The most important molecules we study in Molecular Biology are two nucleic acids which are RNA (Ribo Nucleic Acid) and DNA (Deoxyribo Nucleic Acid. Out of these two, DNA is more prevalent, present inside each cell and carries the instructions to create and sustain that particular life form. Like a book of life! This is a manual of instructions to create and sustain life no matter whether you are a human, a plant or for that matter a lizard. This may be hard to believe but is true that the whole book of life is written in only four letters. These letters, i.e., A, T, C and G denote four types of nucleotides which respectively are; Adenine, Thymine, Cytosine and Guanine. These nucleotides are the building blocks of DNA which is the hereditary material for almost all life forms. A DNA molecule has a double helical structure composed of two complementary strands of DNA as was discovered by Watson, Crick and Franklin in 1953.

DNA double helix structure.

Image source: www.genecrc.org/site/ lc/lc2b.htm

The sets of instruction in this book of life, individually called genes are arranged as long chains of all four types of nucleotides. These sets of instructions or genes are implemented or expressed in the form of proteins. Like DNA, proteins are also long chains of certain building blocks called amino acids. There are 21 amino acids altogether. Every protein molecule is constituted of one or more types of amino acids but unlike DNA, every building block (i.e., amino acid) is not necessarily represented in every protein. Each protein has different function which ultimately depends on the type of amino acids it comprises of as well as their sequence in it.

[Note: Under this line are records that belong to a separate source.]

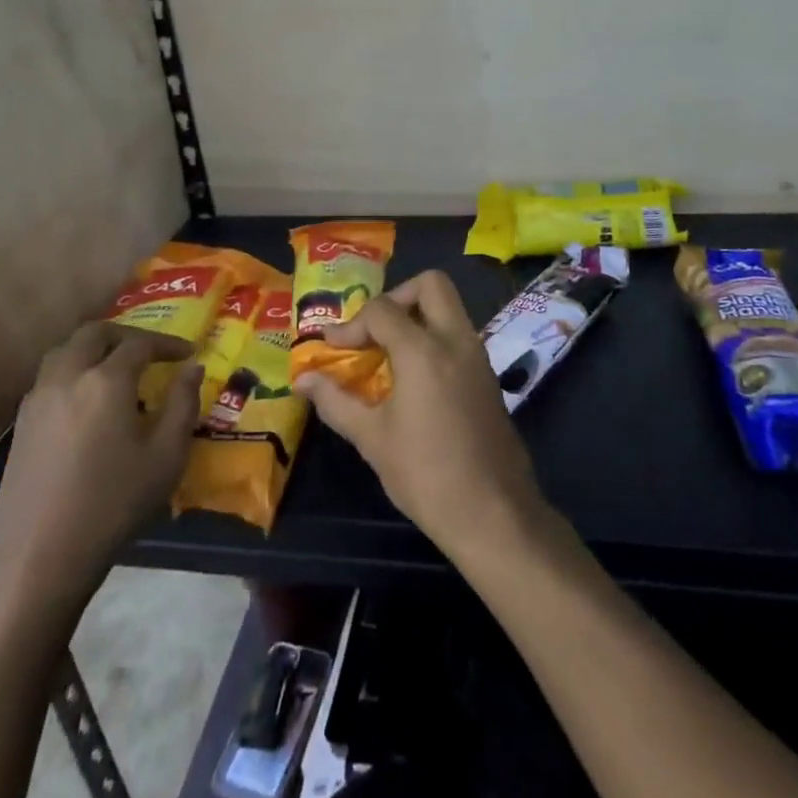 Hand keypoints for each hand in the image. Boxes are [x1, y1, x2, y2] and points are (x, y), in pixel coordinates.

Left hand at [0, 323, 199, 616]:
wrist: (40, 557)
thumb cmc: (114, 504)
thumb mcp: (167, 456)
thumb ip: (183, 403)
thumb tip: (192, 369)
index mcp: (106, 381)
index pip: (140, 343)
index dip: (167, 344)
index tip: (188, 353)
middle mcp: (67, 378)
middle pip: (95, 334)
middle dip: (127, 335)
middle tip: (151, 351)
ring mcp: (38, 400)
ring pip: (65, 351)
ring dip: (95, 349)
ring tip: (118, 368)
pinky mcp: (22, 424)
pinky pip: (50, 377)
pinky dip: (74, 371)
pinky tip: (88, 401)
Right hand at [297, 271, 546, 557]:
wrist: (493, 513)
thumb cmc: (425, 474)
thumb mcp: (372, 438)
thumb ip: (336, 401)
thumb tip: (304, 380)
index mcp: (424, 350)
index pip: (382, 310)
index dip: (351, 325)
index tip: (332, 347)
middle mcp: (456, 340)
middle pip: (431, 284)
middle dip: (397, 297)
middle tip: (374, 331)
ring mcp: (479, 356)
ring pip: (450, 308)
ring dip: (418, 317)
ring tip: (388, 354)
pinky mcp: (489, 377)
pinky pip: (459, 336)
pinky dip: (434, 339)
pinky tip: (414, 378) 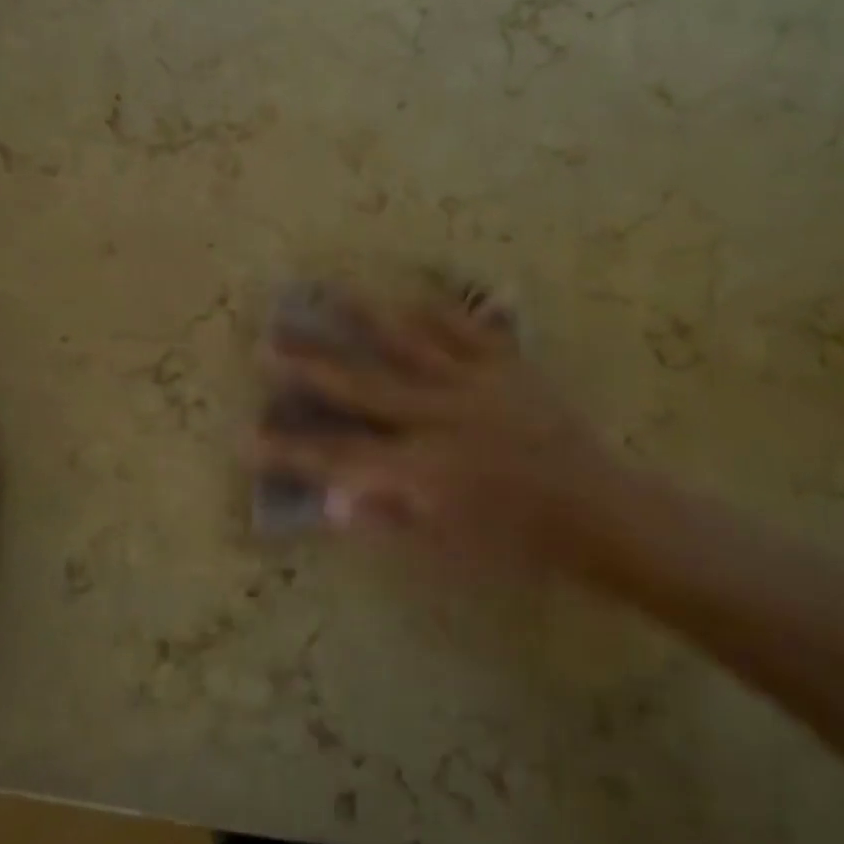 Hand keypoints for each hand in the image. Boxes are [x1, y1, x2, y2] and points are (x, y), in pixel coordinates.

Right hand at [253, 290, 644, 591]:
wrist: (597, 510)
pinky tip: (407, 293)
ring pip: (408, 343)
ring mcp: (475, 384)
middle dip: (309, 366)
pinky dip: (435, 310)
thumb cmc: (519, 543)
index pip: (341, 458)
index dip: (291, 450)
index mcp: (424, 469)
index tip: (246, 436)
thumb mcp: (451, 553)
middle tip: (267, 342)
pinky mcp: (507, 365)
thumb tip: (331, 501)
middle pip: (362, 387)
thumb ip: (389, 521)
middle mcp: (440, 417)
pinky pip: (466, 329)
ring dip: (363, 317)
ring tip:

The sum of all genes in an organism is called its genome and the sum of all proteins in an organism is called its proteome. Likewise, the study of genomes is called genomics and the study of proteomes is termed as proteomics. The secret of the nature and functioning of a species is encoded in its genes as genome and expressed as its particular proteome. The genome and therefore the proteome of one species is different from the same of another and that is the basis of the speciation. For example genome and therefore genes of a human are different from those of, for example, a horse and so are their products, i.e., proteins. This is what put them apart.  Genome of a species is in fact a blue print of its nature and the functioning potentials. Knowing the sequence of nucleotides in the genome of a species will give us information about its genes and their products. This information can be significantly useful in understanding the functioning of the organism. Therefore a heavy emphasis has recently been placed in discovering genomes of species which are important to humans in one way or the other. The most important of them all would off course be us.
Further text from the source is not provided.